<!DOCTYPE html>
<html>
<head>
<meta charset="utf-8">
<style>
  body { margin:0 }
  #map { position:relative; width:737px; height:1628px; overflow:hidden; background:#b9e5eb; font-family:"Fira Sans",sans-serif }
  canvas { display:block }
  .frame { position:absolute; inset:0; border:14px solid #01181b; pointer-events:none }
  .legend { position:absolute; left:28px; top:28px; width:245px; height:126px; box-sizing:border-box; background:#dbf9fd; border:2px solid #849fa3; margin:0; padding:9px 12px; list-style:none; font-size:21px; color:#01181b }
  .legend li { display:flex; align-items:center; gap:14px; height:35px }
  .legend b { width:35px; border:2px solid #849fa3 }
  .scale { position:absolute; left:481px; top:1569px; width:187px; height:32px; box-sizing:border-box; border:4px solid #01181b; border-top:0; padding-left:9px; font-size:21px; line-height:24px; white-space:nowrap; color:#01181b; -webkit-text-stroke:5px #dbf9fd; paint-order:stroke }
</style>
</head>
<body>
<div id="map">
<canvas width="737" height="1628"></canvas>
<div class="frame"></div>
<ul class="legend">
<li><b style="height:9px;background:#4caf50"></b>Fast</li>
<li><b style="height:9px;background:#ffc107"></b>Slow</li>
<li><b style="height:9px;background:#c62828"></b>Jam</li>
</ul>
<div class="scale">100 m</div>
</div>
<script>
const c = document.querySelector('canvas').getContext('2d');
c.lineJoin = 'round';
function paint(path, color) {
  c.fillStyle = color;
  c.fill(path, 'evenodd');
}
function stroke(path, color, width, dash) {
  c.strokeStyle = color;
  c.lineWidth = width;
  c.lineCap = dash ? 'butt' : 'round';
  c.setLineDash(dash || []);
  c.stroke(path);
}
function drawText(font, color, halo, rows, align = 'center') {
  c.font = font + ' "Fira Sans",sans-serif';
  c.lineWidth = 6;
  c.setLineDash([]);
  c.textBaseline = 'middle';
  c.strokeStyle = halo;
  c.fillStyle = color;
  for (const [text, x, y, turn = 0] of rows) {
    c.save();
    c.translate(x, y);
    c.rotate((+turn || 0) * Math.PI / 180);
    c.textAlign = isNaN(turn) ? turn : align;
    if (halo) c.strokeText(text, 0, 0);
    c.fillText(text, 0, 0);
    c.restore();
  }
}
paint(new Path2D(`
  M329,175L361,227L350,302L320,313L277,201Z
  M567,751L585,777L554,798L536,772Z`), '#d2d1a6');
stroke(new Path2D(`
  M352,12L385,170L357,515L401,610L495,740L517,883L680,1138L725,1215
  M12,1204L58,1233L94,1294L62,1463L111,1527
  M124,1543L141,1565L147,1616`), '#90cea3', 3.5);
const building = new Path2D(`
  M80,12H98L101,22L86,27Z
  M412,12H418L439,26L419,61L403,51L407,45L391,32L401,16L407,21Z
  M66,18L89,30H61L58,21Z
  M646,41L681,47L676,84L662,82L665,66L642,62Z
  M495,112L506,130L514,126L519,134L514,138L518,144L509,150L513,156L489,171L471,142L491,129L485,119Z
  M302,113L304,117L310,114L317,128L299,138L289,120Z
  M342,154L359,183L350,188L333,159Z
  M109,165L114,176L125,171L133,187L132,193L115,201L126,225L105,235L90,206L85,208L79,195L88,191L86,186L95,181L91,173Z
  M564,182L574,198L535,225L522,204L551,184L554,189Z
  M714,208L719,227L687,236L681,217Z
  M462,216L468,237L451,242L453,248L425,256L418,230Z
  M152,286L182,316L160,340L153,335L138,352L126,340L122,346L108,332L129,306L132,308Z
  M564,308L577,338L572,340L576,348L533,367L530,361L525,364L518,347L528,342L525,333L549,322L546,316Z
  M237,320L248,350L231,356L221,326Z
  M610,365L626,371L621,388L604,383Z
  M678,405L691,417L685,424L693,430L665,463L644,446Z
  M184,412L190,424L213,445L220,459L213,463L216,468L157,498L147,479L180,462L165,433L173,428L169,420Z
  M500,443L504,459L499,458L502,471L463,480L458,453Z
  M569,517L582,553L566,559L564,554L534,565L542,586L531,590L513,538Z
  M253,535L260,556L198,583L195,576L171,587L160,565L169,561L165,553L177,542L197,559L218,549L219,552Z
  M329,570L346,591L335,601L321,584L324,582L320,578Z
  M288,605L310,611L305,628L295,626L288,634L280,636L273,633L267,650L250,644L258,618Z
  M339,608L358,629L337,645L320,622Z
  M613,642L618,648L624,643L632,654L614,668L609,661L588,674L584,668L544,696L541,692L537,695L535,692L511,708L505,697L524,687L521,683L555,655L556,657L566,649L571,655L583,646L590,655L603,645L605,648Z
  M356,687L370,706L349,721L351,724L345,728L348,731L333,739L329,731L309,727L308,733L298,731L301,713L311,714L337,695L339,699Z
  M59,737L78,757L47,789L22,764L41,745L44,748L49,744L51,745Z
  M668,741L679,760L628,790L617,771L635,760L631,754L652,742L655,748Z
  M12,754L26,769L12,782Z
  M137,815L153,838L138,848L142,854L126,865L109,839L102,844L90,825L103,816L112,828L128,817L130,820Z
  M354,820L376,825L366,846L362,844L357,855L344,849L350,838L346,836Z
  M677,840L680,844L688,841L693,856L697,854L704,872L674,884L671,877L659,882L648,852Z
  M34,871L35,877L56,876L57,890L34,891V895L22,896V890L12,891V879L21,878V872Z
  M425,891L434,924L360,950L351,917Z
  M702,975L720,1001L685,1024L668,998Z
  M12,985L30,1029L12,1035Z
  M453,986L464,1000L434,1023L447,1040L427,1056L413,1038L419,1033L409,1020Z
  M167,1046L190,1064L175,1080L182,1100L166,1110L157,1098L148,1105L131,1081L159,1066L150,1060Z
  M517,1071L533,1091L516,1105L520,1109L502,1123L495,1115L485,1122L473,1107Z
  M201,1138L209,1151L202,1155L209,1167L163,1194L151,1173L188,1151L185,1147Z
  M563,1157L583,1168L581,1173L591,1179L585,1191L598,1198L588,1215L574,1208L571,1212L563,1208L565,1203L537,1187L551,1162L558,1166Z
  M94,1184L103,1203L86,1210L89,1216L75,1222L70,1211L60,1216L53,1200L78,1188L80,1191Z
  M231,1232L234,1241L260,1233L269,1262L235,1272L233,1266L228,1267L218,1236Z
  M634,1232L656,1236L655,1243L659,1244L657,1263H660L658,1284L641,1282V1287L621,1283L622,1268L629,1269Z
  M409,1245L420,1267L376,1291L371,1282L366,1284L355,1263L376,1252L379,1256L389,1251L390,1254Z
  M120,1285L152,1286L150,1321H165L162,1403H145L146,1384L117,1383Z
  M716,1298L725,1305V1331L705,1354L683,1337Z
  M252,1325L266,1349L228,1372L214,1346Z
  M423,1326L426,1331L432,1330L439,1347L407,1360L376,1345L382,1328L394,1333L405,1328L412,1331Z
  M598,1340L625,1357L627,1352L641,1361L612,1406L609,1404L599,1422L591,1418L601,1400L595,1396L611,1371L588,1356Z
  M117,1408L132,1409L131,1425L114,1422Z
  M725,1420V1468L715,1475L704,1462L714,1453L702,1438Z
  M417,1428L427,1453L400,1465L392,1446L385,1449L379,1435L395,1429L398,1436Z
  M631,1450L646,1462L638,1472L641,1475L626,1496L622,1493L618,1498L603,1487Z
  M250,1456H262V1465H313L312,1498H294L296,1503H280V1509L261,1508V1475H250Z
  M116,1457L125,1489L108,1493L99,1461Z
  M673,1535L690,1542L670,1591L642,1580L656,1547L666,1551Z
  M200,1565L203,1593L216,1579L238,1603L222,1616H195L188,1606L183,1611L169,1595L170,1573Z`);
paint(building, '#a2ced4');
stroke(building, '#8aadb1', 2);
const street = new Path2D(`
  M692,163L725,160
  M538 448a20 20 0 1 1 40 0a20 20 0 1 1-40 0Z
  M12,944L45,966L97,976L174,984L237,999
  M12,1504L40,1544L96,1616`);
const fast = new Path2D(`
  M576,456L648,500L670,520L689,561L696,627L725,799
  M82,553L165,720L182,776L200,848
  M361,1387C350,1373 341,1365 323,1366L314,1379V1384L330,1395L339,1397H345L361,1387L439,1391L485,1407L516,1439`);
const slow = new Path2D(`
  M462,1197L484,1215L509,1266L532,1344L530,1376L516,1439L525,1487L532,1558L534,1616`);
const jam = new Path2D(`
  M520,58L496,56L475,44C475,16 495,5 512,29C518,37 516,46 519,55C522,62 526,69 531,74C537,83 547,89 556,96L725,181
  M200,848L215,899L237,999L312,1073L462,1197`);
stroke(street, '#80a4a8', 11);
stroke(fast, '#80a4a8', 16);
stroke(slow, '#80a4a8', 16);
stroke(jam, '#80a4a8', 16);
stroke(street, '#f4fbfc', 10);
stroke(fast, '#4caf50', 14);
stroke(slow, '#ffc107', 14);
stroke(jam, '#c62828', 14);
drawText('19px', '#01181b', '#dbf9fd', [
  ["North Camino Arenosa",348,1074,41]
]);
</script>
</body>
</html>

Aim of the exercise
Above are the records; copy each line from them that includes the string "drawText".

Response
function drawText(font, color, halo, rows, align = 'center') {
drawText('19px', '#01181b', '#dbf9fd', [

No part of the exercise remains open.